(Beginning of Record extracts)

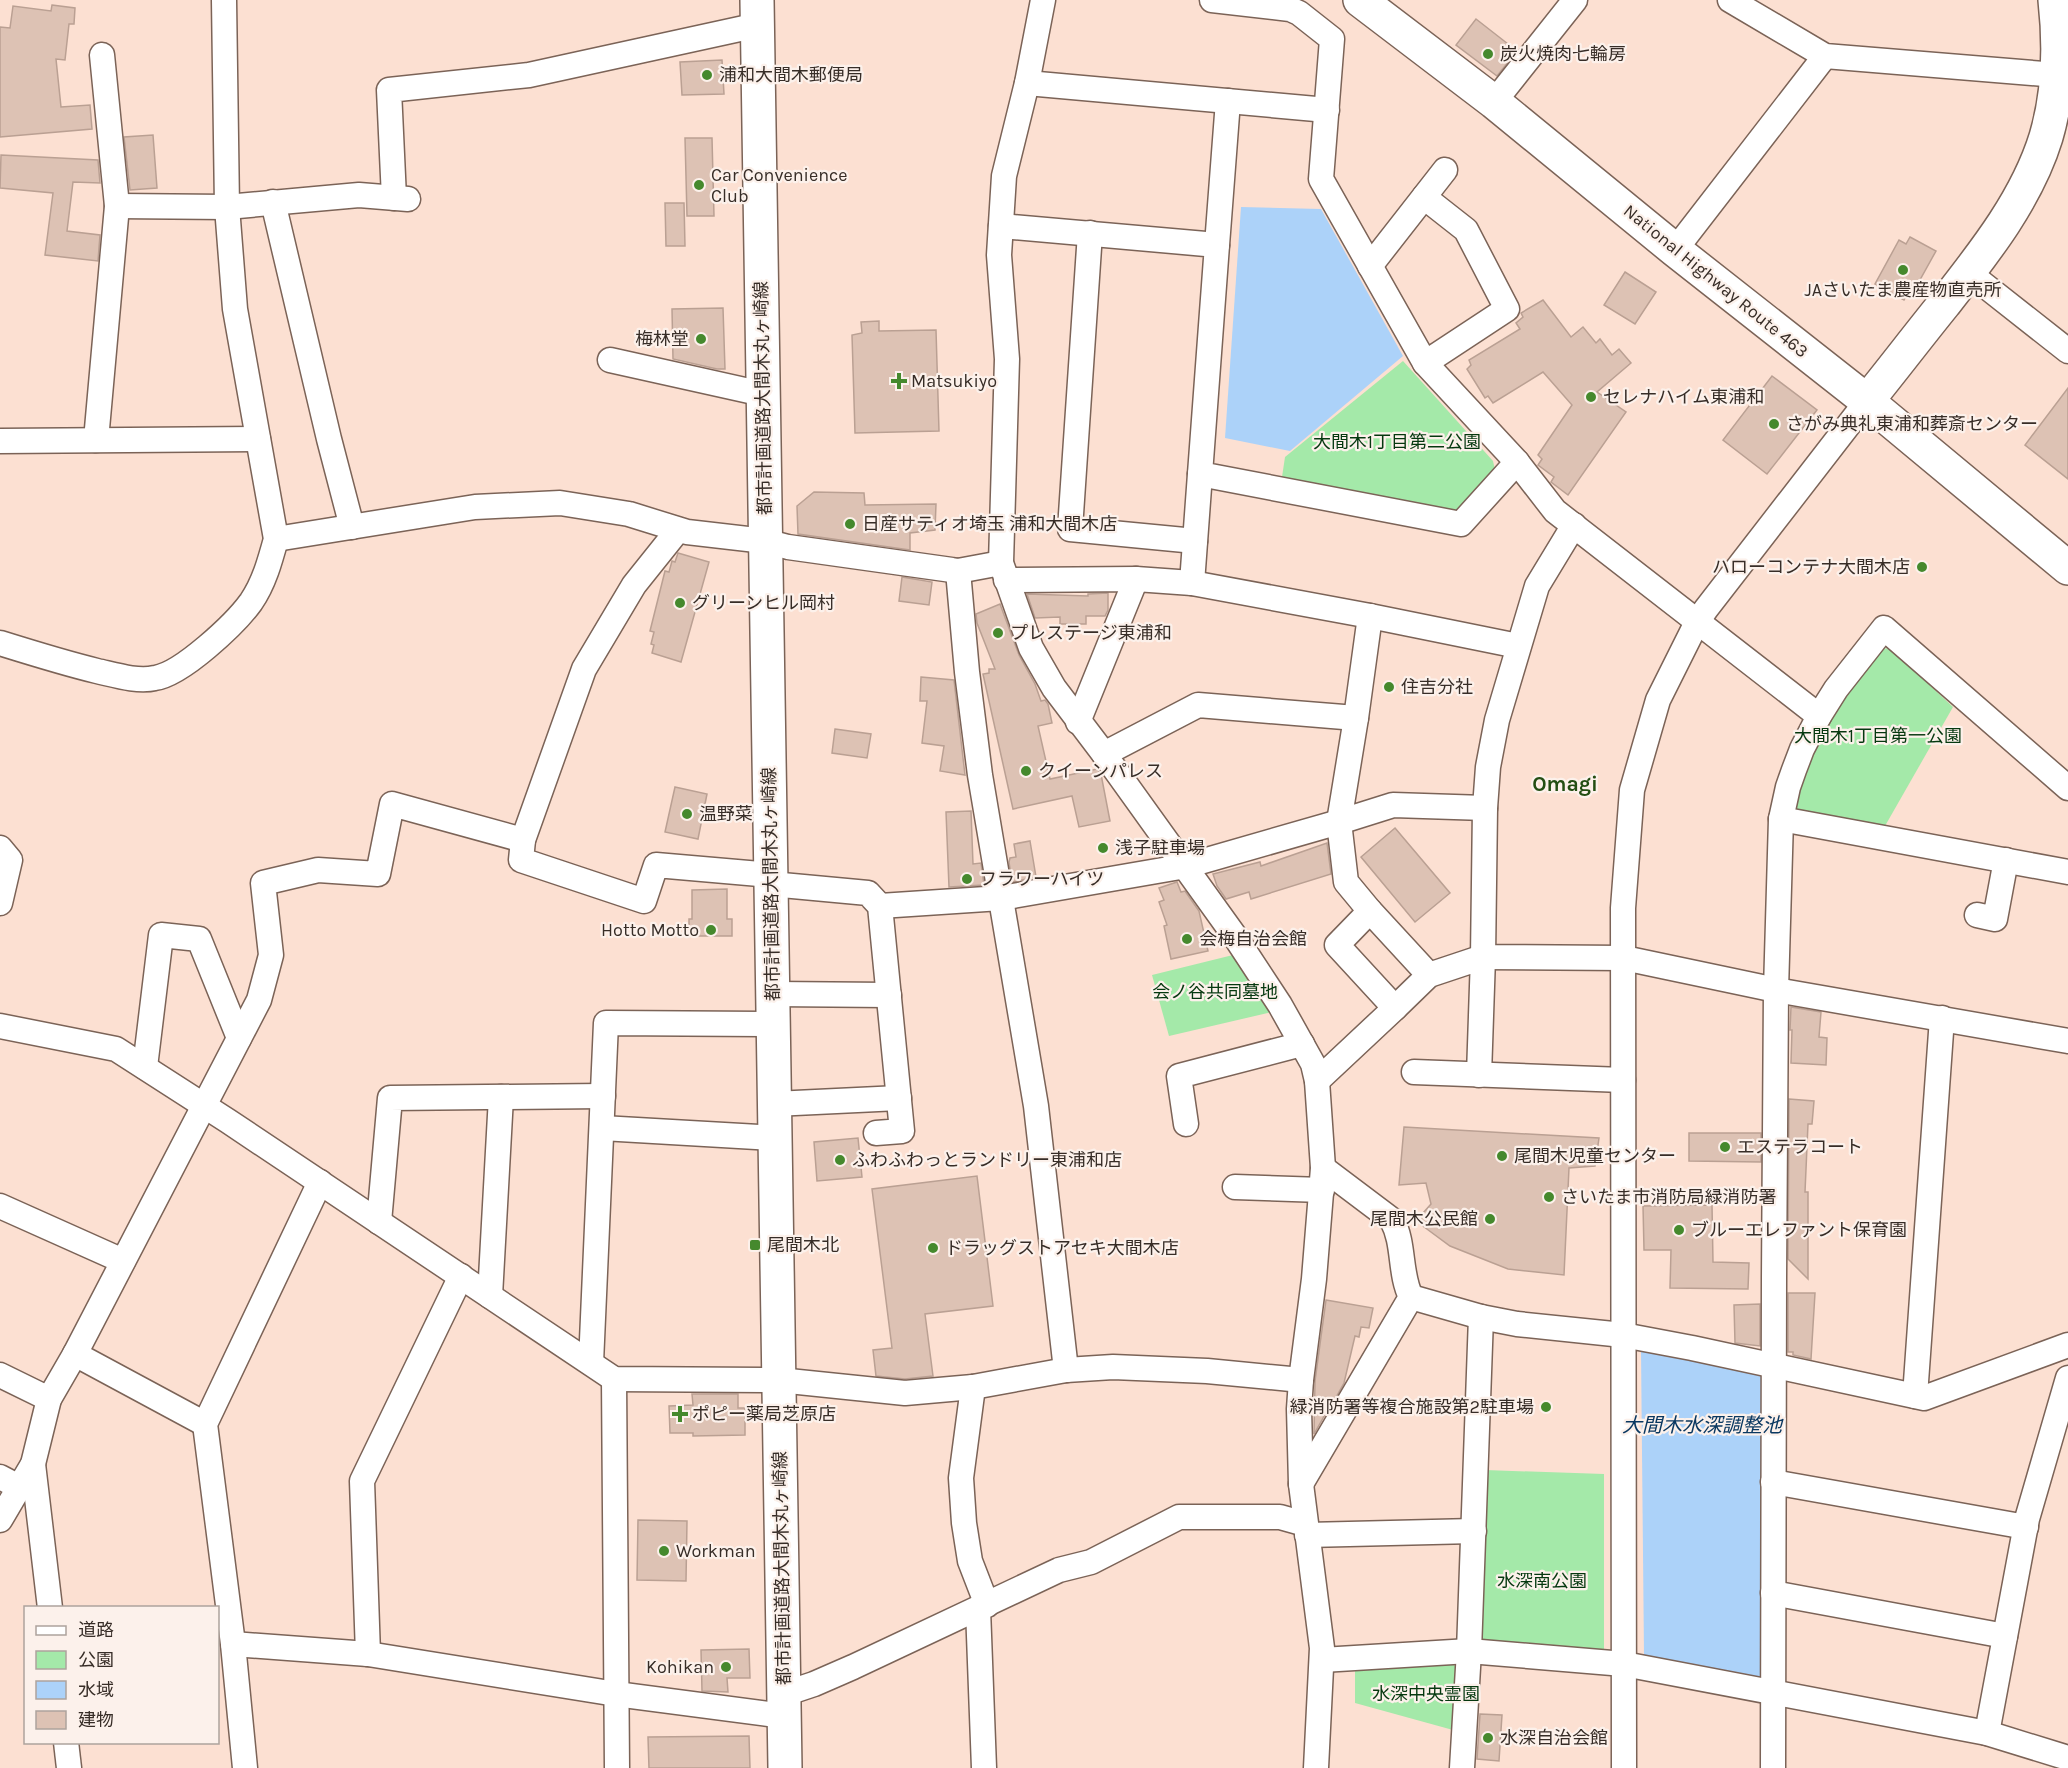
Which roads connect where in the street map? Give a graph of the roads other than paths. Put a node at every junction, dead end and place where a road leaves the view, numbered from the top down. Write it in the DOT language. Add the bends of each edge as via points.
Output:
graph roads {
  1 [pos="224,0"];
  2 [pos="1043,0"];
  3 [pos="1212,0"];
  4 [pos="1360,0"];
  5 [pos="1575,0"];
  6 [pos="1730,0"];
  7 [pos="2059,5"];
  8 [pos="757,13"];
  9 [pos="102,55"];
  10 [pos="1825,56"];
  11 [pos="2057,75"];
  12 [pos="1027,83"];
  13 [pos="1228,101"];
  14 [pos="1494,102"];
  15 [pos="1327,110"];
  16 [pos="2057,140"];
  17 [pos="1444,170"];
  18 [pos="1424,197"];
  19 [pos="273,202"];
  20 [pos="117,206"];
  21 [pos="227,207"];
  22 [pos="1001,226"];
  23 [pos="1090,233"];
  24 [pos="1217,245"];
  25 [pos="1675,250"];
  26 [pos="1370,266"];
  27 [pos="1969,273"];
  28 [pos="2068,351"];
  29 [pos="610,360"];
  30 [pos="1425,363"];
  31 [pos="763,394"];
  32 [pos="1867,401"];
  33 [pos="258,439"];
  34 [pos="96,440"];
  35 [pos="0,441"];
  36 [pos="1517,462"];
  37 [pos="1200,474"];
  38 [pos="1574,525"];
  39 [pos="352,527"];
  40 [pos="678,530"];
  41 [pos="276,539"];
  42 [pos="765,541"];
  43 [pos="1195,542"];
  44 [pos="2068,568"];
  45 [pos="958,571"];
  46 [pos="1004,571"];
  47 [pos="1136,579"];
  48 [pos="1192,583"];
  49 [pos="1370,616"];
  50 [pos="1697,622"];
  51 [pos="0,643"];
  52 [pos="1518,646"];
  53 [pos="1819,716"];
  54 [pos="1356,718"];
  55 [pos="1078,722"];
  56 [pos="1104,754"];
  57 [pos="2068,789"];
  58 [pos="1485,808"];
  59 [pos="1781,819"];
  60 [pos="1339,822"];
  61 [pos="523,840"];
  62 [pos="0,848"];
  63 [pos="2006,860"];
  64 [pos="1186,866"];
  65 [pos="2068,872"];
  66 [pos="771,880"];
  67 [pos="1000,898"];
  68 [pos="0,903"];
  69 [pos="880,906"];
  70 [pos="1370,911"];
  71 [pos="1977,915"];
  72 [pos="1483,957"];
  73 [pos="1624,958"];
  74 [pos="1429,975"];
  75 [pos="1776,990"];
  76 [pos="889,995"];
  77 [pos="1395,1008"];
  78 [pos="773,1009"];
  79 [pos="1941,1018"];
  80 [pos="0,1026"];
  81 [pos="239,1038"];
  82 [pos="2068,1041"];
  83 [pos="1302,1044"];
  84 [pos="145,1067"];
  85 [pos="1414,1072"];
  86 [pos="1479,1075"];
  87 [pos="1623,1080"];
  88 [pos="1317,1081"];
  89 [pos="603,1096"];
  90 [pos="501,1097"];
  91 [pos="899,1098"];
  92 [pos="774,1104"];
  93 [pos="204,1105"];
  94 [pos="1186,1124"];
  95 [pos="602,1128"];
  96 [pos="876,1133"];
  97 [pos="775,1138"];
  98 [pos="1323,1179"];
  99 [pos="320,1182"];
  100 [pos="1234,1187"];
  101 [pos="0,1206"];
  102 [pos="379,1222"];
  103 [pos="123,1261"];
  104 [pos="461,1276"];
  105 [pos="490,1296"];
  106 [pos="1411,1297"];
  107 [pos="1481,1317"];
  108 [pos="1623,1335"];
  109 [pos="2068,1345"];
  110 [pos="75,1354"];
  111 [pos="591,1363"];
  112 [pos="1775,1366"];
  113 [pos="1066,1370"];
  114 [pos="0,1375"];
  115 [pos="614,1378"];
  116 [pos="2068,1378"];
  117 [pos="779,1380"];
  118 [pos="1300,1380"];
  119 [pos="973,1387"];
  120 [pos="1915,1396"];
  121 [pos="49,1399"];
  122 [pos="205,1424"];
  123 [pos="33,1464"];
  124 [pos="10,1482"];
  125 [pos="1773,1482"];
  126 [pos="1301,1484"];
  127 [pos="0,1520"];
  128 [pos="2025,1527"];
  129 [pos="1306,1530"];
  130 [pos="1474,1531"];
  131 [pos="1773,1593"];
  132 [pos="50,1606"];
  133 [pos="983,1607"];
  134 [pos="2005,1636"];
  135 [pos="233,1644"];
  136 [pos="1469,1651"];
  137 [pos="368,1654"];
  138 [pos="1322,1660"];
  139 [pos="1624,1664"];
  140 [pos="1773,1692"];
  141 [pos="616,1694"];
  142 [pos="784,1705"];
  143 [pos="1987,1733"];
  144 [pos="66,1744"];
  145 [pos="2068,1758"];
  146 [pos="69,1768"];
  147 [pos="245,1768"];
  148 [pos="617,1768"];
  149 [pos="784,1768"];
  150 [pos="984,1768"];
  151 [pos="1316,1768"];
  152 [pos="1462,1768"];
  153 [pos="1624,1768"];
  154 [pos="1773,1768"];
  1 -- 21 [label="street"];
  2 -- 12 [label="street"];
  3 -- 15 [label="street" via="1290,9 1332,39"];
  4 -- 14 [label="main road, National Highway Route 463"];
  5 -- 14 [label="street"];
  6 -- 10 [label="street"];
  7 -- 11 [label="main road"];
  8 -- 19 [label="street" via="529,75 389,90 402,199 359,195"];
  8 -- 31 [label="main road, 都市計画道路大間木丸ヶ崎線"];
  9 -- 20 [label="street"];
  10 -- 11 [label="street"];
  10 -- 25 [label="street"];
  11 -- 16 [label="main road"];
  12 -- 13 [label="street"];
  12 -- 22 [label="street" via="1004,176"];
  13 -- 15 [label="street"];
  13 -- 24 [label="street"];
  14 -- 25 [label="main road, National Highway Route 463"];
  15 -- 26 [label="street" via="1321,179"];
  16 -- 27 [label="main road" via="2037,160 2014,207"];
  17 -- 18 [label="street"];
  18 -- 26 [label="street"];
  18 -- 30 [label="street" via="1467,230 1507,309"];
  19 -- 21 [label="street"];
  19 -- 39 [label="street"];
  20 -- 21 [label="street"];
  20 -- 34 [label="street"];
  21 -- 33 [label="street" via="235,309"];
  22 -- 23 [label="street"];
  22 -- 46 [label="street" via="999,255 1007,359"];
  23 -- 24 [label="street"];
  23 -- 43 [label="street" via="1070,529"];
  24 -- 37 [label="street"];
  25 -- 32 [label="main road, National Highway Route 463"];
  26 -- 30 [label="street"];
  27 -- 28 [label="street"];
  27 -- 32 [label="main road"];
  29 -- 31 [label="street"];
  30 -- 36 [label="street"];
  31 -- 42 [label="main road, 都市計画道路大間木丸ヶ崎線"];
  32 -- 44 [label="main road, National Highway Route 463"];
  32 -- 50 [label="street"];
  33 -- 34 [label="street"];
  33 -- 41 [label="street"];
  34 -- 35 [label="street"];
  36 -- 37 [label="street" via="1461,524"];
  36 -- 38 [label="street" via="1556,511"];
  37 -- 43 [label="street"];
  38 -- 50 [label="street"];
  38 -- 52 [label="street" via="1537,586"];
  39 -- 40 [label="street" via="475,507 543,502 629,514"];
  39 -- 41 [label="street"];
  40 -- 42 [label="street"];
  40 -- 61 [label="street" via="634,585 584,669"];
  41 -- 51 [label="street" via="268,572 251,602 220,636 186,664 156,678 122,677"];
  42 -- 45 [label="street"];
  42 -- 66 [label="main road, 都市計画道路大間木丸ヶ崎線"];
  43 -- 48 [label="street"];
  45 -- 46 [label="street"];
  45 -- 67 [label="street" via="978,764"];
  46 -- 47 [label="street"];
  46 -- 55 [label="street" via="1038,663"];
  47 -- 48 [label="street"];
  47 -- 55 [label="street"];
  48 -- 49 [label="street"];
  49 -- 52 [label="street"];
  49 -- 54 [label="street"];
  50 -- 53 [label="street"];
  50 -- 73 [label="street" via="1658,700 1632,790 1623,908"];
  52 -- 58 [label="street" via="1497,720"];
  53 -- 57 [label="street" via="1884,628"];
  53 -- 59 [label="street" via="1794,770"];
  54 -- 56 [label="street" via="1198,705"];
  54 -- 60 [label="street"];
  55 -- 56 [label="street"];
  56 -- 64 [label="street"];
  58 -- 60 [label="street" via="1394,806"];
  58 -- 72 [label="street"];
  59 -- 63 [label="street"];
  59 -- 75 [label="street"];
  60 -- 64 [label="street"];
  60 -- 70 [label="street" via="1346,882"];
  61 -- 66 [label="street" via="521,860 644,901 656,866"];
  61 -- 81 [label="street" via="392,804 378,874 318,870 263,883 271,955 259,1000"];
  62 -- 68 [label="street" via="10,860"];
  63 -- 65 [label="street"];
  63 -- 71 [label="street" via="1995,919"];
  64 -- 67 [label="street"];
  64 -- 83 [label="street"];
  66 -- 69 [label="street" via="868,893"];
  66 -- 78 [label="main road, 都市計画道路大間木丸ヶ崎線"];
  67 -- 69 [label="street"];
  67 -- 113 [label="street" via="1036,1106"];
  69 -- 76 [label="street"];
  70 -- 74 [label="street"];
  70 -- 77 [label="street" via="1337,945"];
  72 -- 73 [label="street"];
  72 -- 74 [label="street"];
  72 -- 86 [label="street"];
  73 -- 75 [label="street"];
  73 -- 87 [label="street"];
  74 -- 77 [label="street"];
  75 -- 79 [label="street"];
  75 -- 112 [label="street"];
  76 -- 78 [label="street"];
  76 -- 91 [label="street"];
  77 -- 88 [label="street"];
  78 -- 89 [label="street" via="606,1023"];
  78 -- 92 [label="main road, 都市計画道路大間木丸ヶ崎線"];
  79 -- 82 [label="street"];
  79 -- 120 [label="street"];
  80 -- 84 [label="street" via="116,1049"];
  81 -- 84 [label="street" via="199,939 160,935"];
  81 -- 93 [label="street"];
  83 -- 88 [label="street" via="1314,1064"];
  83 -- 94 [label="street" via="1179,1076"];
  84 -- 93 [label="street"];
  85 -- 86 [label="street"];
  86 -- 87 [label="street"];
  87 -- 108 [label="street"];
  88 -- 98 [label="street"];
  89 -- 90 [label="street"];
  89 -- 95 [label="street"];
  90 -- 102 [label="street" via="390,1098"];
  90 -- 105 [label="street"];
  91 -- 92 [label="street"];
  91 -- 96 [label="street" via="902,1131"];
  92 -- 97 [label="main road, 都市計画道路大間木丸ヶ崎線"];
  93 -- 99 [label="street"];
  93 -- 103 [label="street"];
  95 -- 97 [label="street"];
  95 -- 111 [label="street"];
  97 -- 117 [label="main road, 都市計画道路大間木丸ヶ崎線"];
  98 -- 100 [label="street"];
  98 -- 106 [label="street" via="1392,1220"];
  98 -- 118 [label="street"];
  99 -- 102 [label="street"];
  99 -- 122 [label="street"];
  101 -- 103 [label="street"];
  102 -- 104 [label="street"];
  103 -- 110 [label="street"];
  104 -- 105 [label="street"];
  104 -- 137 [label="street" via="362,1481"];
  105 -- 111 [label="street"];
  106 -- 107 [label="street"];
  106 -- 126 [label="street"];
  107 -- 108 [label="street" via="1536,1327"];
  107 -- 130 [label="street"];
  108 -- 112 [label="street"];
  108 -- 139 [label="street"];
  109 -- 120 [label="street" via="1924,1398"];
  110 -- 121 [label="street"];
  110 -- 122 [label="street"];
  111 -- 115 [label="street"];
  112 -- 120 [label="street"];
  112 -- 125 [label="street"];
  113 -- 118 [label="street" via="1157,1367"];
  113 -- 119 [label="street"];
  114 -- 121 [label="street"];
  115 -- 117 [label="street"];
  115 -- 141 [label="street"];
  116 -- 128 [label="street"];
  117 -- 119 [label="street" via="905,1393"];
  117 -- 142 [label="main road, 都市計画道路大間木丸ヶ崎線"];
  118 -- 126 [label="street"];
  119 -- 133 [label="street" via="961,1478 970,1561"];
  121 -- 123 [label="street"];
  122 -- 135 [label="street"];
  123 -- 124 [label="street"];
  123 -- 132 [label="street"];
  124 -- 127 [label="street"];
  125 -- 128 [label="street"];
  125 -- 131 [label="street"];
  126 -- 129 [label="street"];
  128 -- 134 [label="street"];
  129 -- 130 [label="street"];
  129 -- 133 [label="street" via="1280,1517 1179,1517 1090,1562 1059,1570"];
  129 -- 138 [label="street"];
  130 -- 136 [label="street"];
  131 -- 134 [label="street"];
  131 -- 140 [label="street"];
  133 -- 142 [label="street" via="814,1684"];
  133 -- 150 [label="street"];
  134 -- 143 [label="street"];
  135 -- 137 [label="street"];
  135 -- 147 [label="street"];
  136 -- 138 [label="street"];
  136 -- 139 [label="street"];
  136 -- 152 [label="street"];
  137 -- 141 [label="street"];
  138 -- 151 [label="street"];
  139 -- 140 [label="street"];
  139 -- 153 [label="street"];
  140 -- 143 [label="street"];
  140 -- 154 [label="street"];
  141 -- 142 [label="street"];
  141 -- 148 [label="street"];
  142 -- 149 [label="main road, 都市計画道路大間木丸ヶ崎線"];
  143 -- 145 [label="street"];
  144 -- 146 [label="street"];
}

(End of Record extracts)

### Task item
Pull out each line of the records holding the string "graph".

### Answer box
Which roads connect where in the street map? Give a graph of the roads other than paths. Put a node at every junction, dead end and place where a road leaves the view, numbered from the top down. Write it in the DOT language. Add the bends of each edge as via points.
graph roads {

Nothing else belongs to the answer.